Provided entries Start Marker

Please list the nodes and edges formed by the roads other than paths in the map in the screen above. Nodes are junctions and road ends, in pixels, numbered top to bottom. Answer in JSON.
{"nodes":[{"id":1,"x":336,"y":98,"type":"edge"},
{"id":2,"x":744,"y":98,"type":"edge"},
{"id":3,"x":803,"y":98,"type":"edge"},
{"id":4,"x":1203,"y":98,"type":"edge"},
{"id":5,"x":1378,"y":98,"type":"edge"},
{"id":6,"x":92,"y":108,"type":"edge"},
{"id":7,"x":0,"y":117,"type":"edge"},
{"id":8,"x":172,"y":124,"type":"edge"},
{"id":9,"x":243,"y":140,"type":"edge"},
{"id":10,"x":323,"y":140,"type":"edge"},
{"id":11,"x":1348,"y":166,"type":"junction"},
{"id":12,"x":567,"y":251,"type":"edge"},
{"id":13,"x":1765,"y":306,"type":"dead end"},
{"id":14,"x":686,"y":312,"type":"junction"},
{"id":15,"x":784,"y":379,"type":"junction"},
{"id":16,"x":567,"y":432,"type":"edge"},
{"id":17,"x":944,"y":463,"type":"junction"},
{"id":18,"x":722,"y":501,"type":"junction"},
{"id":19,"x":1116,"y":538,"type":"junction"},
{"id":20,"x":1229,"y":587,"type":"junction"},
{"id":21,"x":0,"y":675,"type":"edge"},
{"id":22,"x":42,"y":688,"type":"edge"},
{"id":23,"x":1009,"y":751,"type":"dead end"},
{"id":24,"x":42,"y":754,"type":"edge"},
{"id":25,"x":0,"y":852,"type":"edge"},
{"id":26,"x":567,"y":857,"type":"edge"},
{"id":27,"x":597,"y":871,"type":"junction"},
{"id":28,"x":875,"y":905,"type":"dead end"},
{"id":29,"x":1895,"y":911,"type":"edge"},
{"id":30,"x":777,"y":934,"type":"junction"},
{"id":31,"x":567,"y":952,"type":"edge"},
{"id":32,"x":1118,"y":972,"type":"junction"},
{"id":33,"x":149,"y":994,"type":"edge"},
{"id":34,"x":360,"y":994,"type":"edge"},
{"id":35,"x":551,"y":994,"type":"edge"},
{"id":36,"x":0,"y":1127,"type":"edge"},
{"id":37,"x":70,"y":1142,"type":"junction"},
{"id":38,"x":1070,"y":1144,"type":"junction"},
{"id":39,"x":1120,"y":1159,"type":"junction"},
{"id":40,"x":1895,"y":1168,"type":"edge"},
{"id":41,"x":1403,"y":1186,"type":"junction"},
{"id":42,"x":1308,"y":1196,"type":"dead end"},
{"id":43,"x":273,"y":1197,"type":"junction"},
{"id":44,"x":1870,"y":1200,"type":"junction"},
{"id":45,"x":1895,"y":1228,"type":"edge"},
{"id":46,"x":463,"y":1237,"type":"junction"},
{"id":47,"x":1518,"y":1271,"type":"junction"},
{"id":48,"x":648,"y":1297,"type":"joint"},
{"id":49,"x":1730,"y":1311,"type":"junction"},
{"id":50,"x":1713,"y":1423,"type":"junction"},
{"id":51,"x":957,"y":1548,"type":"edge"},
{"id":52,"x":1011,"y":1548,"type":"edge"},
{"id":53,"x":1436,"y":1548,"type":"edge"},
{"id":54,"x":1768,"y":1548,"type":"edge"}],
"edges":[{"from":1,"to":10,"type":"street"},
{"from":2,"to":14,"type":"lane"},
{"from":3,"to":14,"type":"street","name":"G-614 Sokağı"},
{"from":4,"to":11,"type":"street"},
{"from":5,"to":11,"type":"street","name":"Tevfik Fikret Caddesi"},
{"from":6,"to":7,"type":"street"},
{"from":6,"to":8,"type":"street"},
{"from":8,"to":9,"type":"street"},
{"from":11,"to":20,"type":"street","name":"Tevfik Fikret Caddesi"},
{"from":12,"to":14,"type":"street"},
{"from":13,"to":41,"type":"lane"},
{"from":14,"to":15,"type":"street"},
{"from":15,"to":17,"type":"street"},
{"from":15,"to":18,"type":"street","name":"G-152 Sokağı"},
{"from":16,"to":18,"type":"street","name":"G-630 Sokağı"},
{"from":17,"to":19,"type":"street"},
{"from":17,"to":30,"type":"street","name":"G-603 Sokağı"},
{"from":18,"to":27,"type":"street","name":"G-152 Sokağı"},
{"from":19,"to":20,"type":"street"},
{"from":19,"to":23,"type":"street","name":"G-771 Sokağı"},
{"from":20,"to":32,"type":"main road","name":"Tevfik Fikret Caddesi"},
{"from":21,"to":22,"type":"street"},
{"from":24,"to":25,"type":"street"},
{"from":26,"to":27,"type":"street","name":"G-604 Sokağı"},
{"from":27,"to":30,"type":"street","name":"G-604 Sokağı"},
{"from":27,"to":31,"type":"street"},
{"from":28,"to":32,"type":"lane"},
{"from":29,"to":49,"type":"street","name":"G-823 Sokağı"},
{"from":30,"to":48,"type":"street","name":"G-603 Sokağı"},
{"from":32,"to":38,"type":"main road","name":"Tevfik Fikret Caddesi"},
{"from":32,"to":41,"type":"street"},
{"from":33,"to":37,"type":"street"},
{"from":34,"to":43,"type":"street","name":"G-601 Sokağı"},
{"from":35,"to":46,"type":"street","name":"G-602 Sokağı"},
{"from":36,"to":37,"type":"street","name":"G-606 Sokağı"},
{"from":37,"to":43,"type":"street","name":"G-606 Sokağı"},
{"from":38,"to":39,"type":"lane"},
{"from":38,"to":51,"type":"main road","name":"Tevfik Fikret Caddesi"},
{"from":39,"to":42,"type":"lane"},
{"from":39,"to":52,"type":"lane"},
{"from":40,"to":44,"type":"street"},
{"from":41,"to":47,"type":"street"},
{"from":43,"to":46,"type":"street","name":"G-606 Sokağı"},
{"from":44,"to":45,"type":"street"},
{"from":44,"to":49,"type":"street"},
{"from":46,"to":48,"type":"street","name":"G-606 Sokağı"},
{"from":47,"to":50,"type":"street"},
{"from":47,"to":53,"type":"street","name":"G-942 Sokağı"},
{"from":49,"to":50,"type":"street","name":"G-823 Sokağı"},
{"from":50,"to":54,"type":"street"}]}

Provided entries End Marker

What is required: Nothing in the entries above should differ when you return them in full.

Final answer:
Please list the nodes and edges formed by the roads other than paths in the map in the screen above. Nodes are junctions and road ends, in pixels, numbered top to bottom. Answer in JSON.
{"nodes":[{"id":1,"x":336,"y":98,"type":"edge"},
{"id":2,"x":744,"y":98,"type":"edge"},
{"id":3,"x":803,"y":98,"type":"edge"},
{"id":4,"x":1203,"y":98,"type":"edge"},
{"id":5,"x":1378,"y":98,"type":"edge"},
{"id":6,"x":92,"y":108,"type":"edge"},
{"id":7,"x":0,"y":117,"type":"edge"},
{"id":8,"x":172,"y":124,"type":"edge"},
{"id":9,"x":243,"y":140,"type":"edge"},
{"id":10,"x":323,"y":140,"type":"edge"},
{"id":11,"x":1348,"y":166,"type":"junction"},
{"id":12,"x":567,"y":251,"type":"edge"},
{"id":13,"x":1765,"y":306,"type":"dead end"},
{"id":14,"x":686,"y":312,"type":"junction"},
{"id":15,"x":784,"y":379,"type":"junction"},
{"id":16,"x":567,"y":432,"type":"edge"},
{"id":17,"x":944,"y":463,"type":"junction"},
{"id":18,"x":722,"y":501,"type":"junction"},
{"id":19,"x":1116,"y":538,"type":"junction"},
{"id":20,"x":1229,"y":587,"type":"junction"},
{"id":21,"x":0,"y":675,"type":"edge"},
{"id":22,"x":42,"y":688,"type":"edge"},
{"id":23,"x":1009,"y":751,"type":"dead end"},
{"id":24,"x":42,"y":754,"type":"edge"},
{"id":25,"x":0,"y":852,"type":"edge"},
{"id":26,"x":567,"y":857,"type":"edge"},
{"id":27,"x":597,"y":871,"type":"junction"},
{"id":28,"x":875,"y":905,"type":"dead end"},
{"id":29,"x":1895,"y":911,"type":"edge"},
{"id":30,"x":777,"y":934,"type":"junction"},
{"id":31,"x":567,"y":952,"type":"edge"},
{"id":32,"x":1118,"y":972,"type":"junction"},
{"id":33,"x":149,"y":994,"type":"edge"},
{"id":34,"x":360,"y":994,"type":"edge"},
{"id":35,"x":551,"y":994,"type":"edge"},
{"id":36,"x":0,"y":1127,"type":"edge"},
{"id":37,"x":70,"y":1142,"type":"junction"},
{"id":38,"x":1070,"y":1144,"type":"junction"},
{"id":39,"x":1120,"y":1159,"type":"junction"},
{"id":40,"x":1895,"y":1168,"type":"edge"},
{"id":41,"x":1403,"y":1186,"type":"junction"},
{"id":42,"x":1308,"y":1196,"type":"dead end"},
{"id":43,"x":273,"y":1197,"type":"junction"},
{"id":44,"x":1870,"y":1200,"type":"junction"},
{"id":45,"x":1895,"y":1228,"type":"edge"},
{"id":46,"x":463,"y":1237,"type":"junction"},
{"id":47,"x":1518,"y":1271,"type":"junction"},
{"id":48,"x":648,"y":1297,"type":"joint"},
{"id":49,"x":1730,"y":1311,"type":"junction"},
{"id":50,"x":1713,"y":1423,"type":"junction"},
{"id":51,"x":957,"y":1548,"type":"edge"},
{"id":52,"x":1011,"y":1548,"type":"edge"},
{"id":53,"x":1436,"y":1548,"type":"edge"},
{"id":54,"x":1768,"y":1548,"type":"edge"}],
"edges":[{"from":1,"to":10,"type":"street"},
{"from":2,"to":14,"type":"lane"},
{"from":3,"to":14,"type":"street","name":"G-614 Sokağı"},
{"from":4,"to":11,"type":"street"},
{"from":5,"to":11,"type":"street","name":"Tevfik Fikret Caddesi"},
{"from":6,"to":7,"type":"street"},
{"from":6,"to":8,"type":"street"},
{"from":8,"to":9,"type":"street"},
{"from":11,"to":20,"type":"street","name":"Tevfik Fikret Caddesi"},
{"from":12,"to":14,"type":"street"},
{"from":13,"to":41,"type":"lane"},
{"from":14,"to":15,"type":"street"},
{"from":15,"to":17,"type":"street"},
{"from":15,"to":18,"type":"street","name":"G-152 Sokağı"},
{"from":16,"to":18,"type":"street","name":"G-630 Sokağı"},
{"from":17,"to":19,"type":"street"},
{"from":17,"to":30,"type":"street","name":"G-603 Sokağı"},
{"from":18,"to":27,"type":"street","name":"G-152 Sokağı"},
{"from":19,"to":20,"type":"street"},
{"from":19,"to":23,"type":"street","name":"G-771 Sokağı"},
{"from":20,"to":32,"type":"main road","name":"Tevfik Fikret Caddesi"},
{"from":21,"to":22,"type":"street"},
{"from":24,"to":25,"type":"street"},
{"from":26,"to":27,"type":"street","name":"G-604 Sokağı"},
{"from":27,"to":30,"type":"street","name":"G-604 Sokağı"},
{"from":27,"to":31,"type":"street"},
{"from":28,"to":32,"type":"lane"},
{"from":29,"to":49,"type":"street","name":"G-823 Sokağı"},
{"from":30,"to":48,"type":"street","name":"G-603 Sokağı"},
{"from":32,"to":38,"type":"main road","name":"Tevfik Fikret Caddesi"},
{"from":32,"to":41,"type":"street"},
{"from":33,"to":37,"type":"street"},
{"from":34,"to":43,"type":"street","name":"G-601 Sokağı"},
{"from":35,"to":46,"type":"street","name":"G-602 Sokağı"},
{"from":36,"to":37,"type":"street","name":"G-606 Sokağı"},
{"from":37,"to":43,"type":"street","name":"G-606 Sokağı"},
{"from":38,"to":39,"type":"lane"},
{"from":38,"to":51,"type":"main road","name":"Tevfik Fikret Caddesi"},
{"from":39,"to":42,"type":"lane"},
{"from":39,"to":52,"type":"lane"},
{"from":40,"to":44,"type":"street"},
{"from":41,"to":47,"type":"street"},
{"from":43,"to":46,"type":"street","name":"G-606 Sokağı"},
{"from":44,"to":45,"type":"street"},
{"from":44,"to":49,"type":"street"},
{"from":46,"to":48,"type":"street","name":"G-606 Sokağı"},
{"from":47,"to":50,"type":"street"},
{"from":47,"to":53,"type":"street","name":"G-942 Sokağı"},
{"from":49,"to":50,"type":"street","name":"G-823 Sokağı"},
{"from":50,"to":54,"type":"street"}]}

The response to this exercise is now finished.